There are two moments that always stand out when you work at the Property Industry Foundation.

The first is opening a Haven House. After years of work, standing in front of a completed home for young people in need and knowing the part that we played in bringing it into being is deeply satisfying. I didn’t come into this role with a background in construction or development, but I’ve developed a deep respect for the industry. People in this industry take on complex, high-risk projects every day. It’s the key industry that can address the housing crisis, and it takes that responsibility seriously.

The second moment is when you hear from a young person who has experienced homelessness. People with lived experience shape everything that we do. Every time I hear a young person speak, I learn something new. They remind me of how harsh the world can be, but also how resilient young people are, and how much care exists within the youth homelessness sector. It’s not an easy sector to work in. It is underfunded and sometimes worn down by the frontline realities of life, but it is full of extraordinary people who show up every day. Getting to work with frontline service providers to increase and improve their accommodation is a privilege.

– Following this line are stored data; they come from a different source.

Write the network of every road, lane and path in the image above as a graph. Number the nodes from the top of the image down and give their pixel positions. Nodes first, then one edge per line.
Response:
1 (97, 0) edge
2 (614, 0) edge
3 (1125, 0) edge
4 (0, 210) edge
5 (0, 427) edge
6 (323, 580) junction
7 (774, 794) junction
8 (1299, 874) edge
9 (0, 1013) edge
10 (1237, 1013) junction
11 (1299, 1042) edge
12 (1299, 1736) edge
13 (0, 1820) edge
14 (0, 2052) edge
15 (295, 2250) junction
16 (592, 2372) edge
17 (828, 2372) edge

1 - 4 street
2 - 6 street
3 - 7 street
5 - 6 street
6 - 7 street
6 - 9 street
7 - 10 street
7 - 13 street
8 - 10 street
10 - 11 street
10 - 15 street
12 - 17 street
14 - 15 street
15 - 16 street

Homelessness is growing faster for young people than any other group. Between 2006 and 2021, the rate of homelessness (per 10,000) for 19–24-year-olds grew by 21%. There is no single cause. It is a compounding set of forces: domestic violence, disadvantage, health and the housing crisis. Then, structural inter-generational inequity applies a grinding force on our young people that exacerbates all the above. If we don’t change the trajectory for young people now, we are locking in the next generation of homelessness.

There is no easy solution to youth homelessness. We must build more housing, but we must also stop people becoming homeless. A homelessness advocate once described the current system to me as an overflowing bathtub: you cannot empty the bath unless you turn off the taps. If we are serious about reducing homelessness, we need to act upstream – preventing young people from becoming homeless – while also responding to those already in crisis.
What does give me hope is how much the narrative has shifted. When I first entered this sector seven years ago, there were still suggestions that young people were responsible for their own homelessness – that it was about behaviour or poor choices. That has shifted. There is now a clearer understanding of the role of domestic and family violence, and the structural forces that push young people into homelessness. We must continue to understand the lived experience of young people and enable them to have a seat at the table.
This year marks the 30th anniversary of the Property Industry Foundation. For three decades, we have brought together the property and construction industry to have a tangible impact on youth homelessness. Our primary contribution has been through The Haven Project – working to increase the supply of accommodation for young people – and through supporting advocacy and innovation.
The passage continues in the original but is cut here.